According to the second embodiment, the same effects as those of the first embodiment can be achieved. Furthermore, the inclined portion 12 makes it easier for foreign matter to fall outside the housing 10. This prevents foreign matter from accumulating near the inlet 401 of the flow path 40 and blocking the flow path 40 with the foreign matter. Therefore, the reliability of the electronic device 1 can be improved.

In addition to the technical features described in the claims, the present disclosure also includes the following technical features.

Feature [1]:

An electronic device includes a housing (10) for accommodating an electric board,

• • a cover portion (20) that is disposed to cover a cooling surface (101) of the housing from above and forms a flow path (40) of a refrigerant between the cover portion and the cooling surface of the housing, and a fan unit (30) disposed downstream of the flow path for causing the refrigerant to flow through the flow path.
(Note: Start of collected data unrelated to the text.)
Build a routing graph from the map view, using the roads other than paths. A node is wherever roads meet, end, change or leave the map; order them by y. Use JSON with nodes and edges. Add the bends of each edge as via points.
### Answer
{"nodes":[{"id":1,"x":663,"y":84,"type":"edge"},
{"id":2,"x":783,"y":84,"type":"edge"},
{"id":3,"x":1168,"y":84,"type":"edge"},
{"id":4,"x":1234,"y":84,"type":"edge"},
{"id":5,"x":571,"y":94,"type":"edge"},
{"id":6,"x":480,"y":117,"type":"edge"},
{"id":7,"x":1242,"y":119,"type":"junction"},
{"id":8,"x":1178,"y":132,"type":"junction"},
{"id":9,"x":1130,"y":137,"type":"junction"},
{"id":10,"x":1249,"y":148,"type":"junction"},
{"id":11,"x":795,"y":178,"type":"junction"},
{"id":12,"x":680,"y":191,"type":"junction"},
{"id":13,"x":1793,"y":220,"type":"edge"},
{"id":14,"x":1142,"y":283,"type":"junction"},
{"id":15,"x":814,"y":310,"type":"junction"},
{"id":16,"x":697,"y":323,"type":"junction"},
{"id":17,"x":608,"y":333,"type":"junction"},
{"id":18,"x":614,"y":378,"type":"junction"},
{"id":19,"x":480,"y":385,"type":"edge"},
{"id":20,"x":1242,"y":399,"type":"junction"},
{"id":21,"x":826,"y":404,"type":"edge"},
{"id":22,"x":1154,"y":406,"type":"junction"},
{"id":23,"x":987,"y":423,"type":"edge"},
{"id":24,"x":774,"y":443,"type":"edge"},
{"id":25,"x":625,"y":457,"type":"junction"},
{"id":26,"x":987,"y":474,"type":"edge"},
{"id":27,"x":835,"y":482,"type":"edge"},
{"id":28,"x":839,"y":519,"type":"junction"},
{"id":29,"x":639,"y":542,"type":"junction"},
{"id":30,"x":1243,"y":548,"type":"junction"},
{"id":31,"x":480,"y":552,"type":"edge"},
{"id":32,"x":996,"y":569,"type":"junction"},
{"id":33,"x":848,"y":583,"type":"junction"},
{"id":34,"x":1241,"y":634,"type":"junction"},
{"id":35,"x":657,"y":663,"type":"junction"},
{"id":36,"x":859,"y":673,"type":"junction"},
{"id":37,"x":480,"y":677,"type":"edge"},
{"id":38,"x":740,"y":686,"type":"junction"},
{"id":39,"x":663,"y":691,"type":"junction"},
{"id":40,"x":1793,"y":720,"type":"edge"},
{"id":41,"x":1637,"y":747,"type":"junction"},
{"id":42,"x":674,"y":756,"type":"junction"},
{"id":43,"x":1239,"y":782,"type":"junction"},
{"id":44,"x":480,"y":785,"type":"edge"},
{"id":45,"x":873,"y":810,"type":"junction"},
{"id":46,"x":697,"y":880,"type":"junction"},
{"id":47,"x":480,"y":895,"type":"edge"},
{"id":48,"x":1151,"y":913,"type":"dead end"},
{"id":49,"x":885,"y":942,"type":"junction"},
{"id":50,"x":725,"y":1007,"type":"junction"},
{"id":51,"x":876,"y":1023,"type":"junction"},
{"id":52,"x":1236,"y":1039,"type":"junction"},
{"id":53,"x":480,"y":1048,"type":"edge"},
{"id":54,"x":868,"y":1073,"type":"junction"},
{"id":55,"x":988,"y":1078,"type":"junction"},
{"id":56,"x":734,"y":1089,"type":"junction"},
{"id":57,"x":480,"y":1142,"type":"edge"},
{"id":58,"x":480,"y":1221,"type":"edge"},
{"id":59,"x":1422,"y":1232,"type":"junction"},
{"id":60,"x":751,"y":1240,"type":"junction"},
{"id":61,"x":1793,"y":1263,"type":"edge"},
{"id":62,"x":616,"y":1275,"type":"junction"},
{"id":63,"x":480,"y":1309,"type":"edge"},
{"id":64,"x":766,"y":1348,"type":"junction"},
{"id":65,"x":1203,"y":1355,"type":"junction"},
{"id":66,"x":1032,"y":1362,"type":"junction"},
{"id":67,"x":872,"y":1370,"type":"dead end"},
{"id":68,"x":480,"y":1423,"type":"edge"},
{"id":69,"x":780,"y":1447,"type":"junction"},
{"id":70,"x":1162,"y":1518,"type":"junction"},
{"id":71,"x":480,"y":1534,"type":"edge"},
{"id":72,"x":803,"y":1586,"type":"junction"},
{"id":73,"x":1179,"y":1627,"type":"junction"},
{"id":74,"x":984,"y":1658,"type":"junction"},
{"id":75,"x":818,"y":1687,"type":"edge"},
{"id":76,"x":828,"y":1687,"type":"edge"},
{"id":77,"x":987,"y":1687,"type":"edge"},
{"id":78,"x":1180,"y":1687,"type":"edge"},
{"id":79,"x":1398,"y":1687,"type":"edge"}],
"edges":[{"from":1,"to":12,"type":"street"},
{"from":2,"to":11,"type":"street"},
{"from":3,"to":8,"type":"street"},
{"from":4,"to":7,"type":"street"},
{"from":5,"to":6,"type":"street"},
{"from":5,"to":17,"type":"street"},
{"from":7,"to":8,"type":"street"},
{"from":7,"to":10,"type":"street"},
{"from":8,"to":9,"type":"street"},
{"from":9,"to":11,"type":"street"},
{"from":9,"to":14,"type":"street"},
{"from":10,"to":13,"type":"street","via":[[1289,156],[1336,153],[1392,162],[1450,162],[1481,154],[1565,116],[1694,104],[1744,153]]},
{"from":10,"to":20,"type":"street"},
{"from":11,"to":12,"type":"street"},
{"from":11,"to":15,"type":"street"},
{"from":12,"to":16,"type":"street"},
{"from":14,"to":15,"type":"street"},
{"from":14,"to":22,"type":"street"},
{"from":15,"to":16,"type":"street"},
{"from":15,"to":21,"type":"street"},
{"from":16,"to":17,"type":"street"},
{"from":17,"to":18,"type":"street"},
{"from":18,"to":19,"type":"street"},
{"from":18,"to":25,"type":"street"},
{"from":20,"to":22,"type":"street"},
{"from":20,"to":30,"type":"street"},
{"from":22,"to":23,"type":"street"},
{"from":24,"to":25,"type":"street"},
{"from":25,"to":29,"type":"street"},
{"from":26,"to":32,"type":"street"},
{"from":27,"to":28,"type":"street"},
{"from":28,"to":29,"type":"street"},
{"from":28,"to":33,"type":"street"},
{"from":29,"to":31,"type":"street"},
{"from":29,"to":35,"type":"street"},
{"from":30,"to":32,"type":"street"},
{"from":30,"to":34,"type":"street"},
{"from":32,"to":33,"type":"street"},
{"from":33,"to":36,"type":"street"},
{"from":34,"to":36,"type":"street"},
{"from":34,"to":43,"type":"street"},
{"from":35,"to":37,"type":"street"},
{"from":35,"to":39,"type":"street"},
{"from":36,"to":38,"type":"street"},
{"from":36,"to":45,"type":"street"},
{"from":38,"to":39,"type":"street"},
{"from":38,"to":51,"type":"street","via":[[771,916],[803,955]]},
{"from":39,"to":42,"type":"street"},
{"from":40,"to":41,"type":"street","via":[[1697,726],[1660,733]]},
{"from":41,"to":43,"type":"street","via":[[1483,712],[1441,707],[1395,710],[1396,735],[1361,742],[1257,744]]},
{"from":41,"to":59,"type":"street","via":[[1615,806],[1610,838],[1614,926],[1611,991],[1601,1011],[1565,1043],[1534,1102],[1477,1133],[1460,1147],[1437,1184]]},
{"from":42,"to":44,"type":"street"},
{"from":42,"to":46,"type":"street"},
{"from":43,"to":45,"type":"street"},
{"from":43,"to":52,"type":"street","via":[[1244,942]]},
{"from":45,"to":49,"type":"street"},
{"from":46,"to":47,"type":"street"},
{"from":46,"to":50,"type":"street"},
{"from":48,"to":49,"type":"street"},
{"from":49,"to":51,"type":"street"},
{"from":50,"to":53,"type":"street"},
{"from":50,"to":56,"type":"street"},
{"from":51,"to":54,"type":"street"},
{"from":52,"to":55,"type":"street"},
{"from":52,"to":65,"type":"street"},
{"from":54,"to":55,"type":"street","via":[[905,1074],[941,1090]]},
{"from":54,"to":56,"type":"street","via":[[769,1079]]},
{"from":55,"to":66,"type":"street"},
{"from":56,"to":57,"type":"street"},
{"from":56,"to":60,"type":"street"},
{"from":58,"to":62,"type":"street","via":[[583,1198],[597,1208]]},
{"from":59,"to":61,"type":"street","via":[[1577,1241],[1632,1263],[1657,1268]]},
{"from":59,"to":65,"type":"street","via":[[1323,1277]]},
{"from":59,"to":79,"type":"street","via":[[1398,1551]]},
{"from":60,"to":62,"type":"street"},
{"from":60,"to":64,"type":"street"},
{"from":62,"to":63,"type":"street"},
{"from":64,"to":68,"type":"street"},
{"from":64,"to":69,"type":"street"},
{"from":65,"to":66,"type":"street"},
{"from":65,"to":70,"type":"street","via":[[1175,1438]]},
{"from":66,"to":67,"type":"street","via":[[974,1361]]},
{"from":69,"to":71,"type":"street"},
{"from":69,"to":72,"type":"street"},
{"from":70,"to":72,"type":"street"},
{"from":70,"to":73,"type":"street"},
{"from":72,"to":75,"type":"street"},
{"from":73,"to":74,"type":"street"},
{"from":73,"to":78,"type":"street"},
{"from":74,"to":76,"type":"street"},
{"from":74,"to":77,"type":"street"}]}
The fan unit is provided at a position above and away from the cooling surface of the housing.

Feature [2]: In the electric device according to the feature 1, the cover portion is formed with a ventilation hole (23) that communicates between an inside and an outside of the flow path. The fan unit has an impeller (311) facing the ventilation hole from above. The ventilation hole is located inside an outer periphery of the impeller.

Feature [3]:

In the communication device according to the feature [1], the ventilation hole is positioned so as to overlap a center O of the impeller 311 in a plan view.

Feature [4]:

In the electronic device according to any one of the features [1] to [3], the ventilation hole has a plurality of holes (231) communicating between an inside and an outside of the flow path.

Feature [5]: In the electric device according to any one of the features [1] to [4], the housing has a fin (11) provided on the cooling surface of the housing and extending along a flow direction of the refrigerant in the flow path. A part of the fin is positioned so as to overlap with the fan unit in the plan view.

Feature [6]:

In the electronic device according to the feature [5], an upper end (11a) of a part of the fins is located lower than an upper end (11b) of other part of the fin.

Feature [7]:

In the electronic device according to any one of the features [1] to [6], the flow path has an inlet (401) formed between the cooling surface of the housing and the cover portion. The housing further includes an inclined portion (12) provided at a position connected to the inlet and formed to incline downward in a direction opposite to the flow direction of the refrigerant in the flow path.

The above embodiments can be combined with each other. Also, only the characteristic features of each embodiment may be extracted and combined.

Although the present disclosure has been described in accordance with the embodiments, it is understood that the present disclosure is not limited to such embodiments or structures. The present disclosure encompasses various modifications and variations within the scope of equivalents. In addition, while the various combinations and configurations, which are preferred, other combinations and configurations, including more, less or only a single element, are also within the spirit and scope of the present disclosure.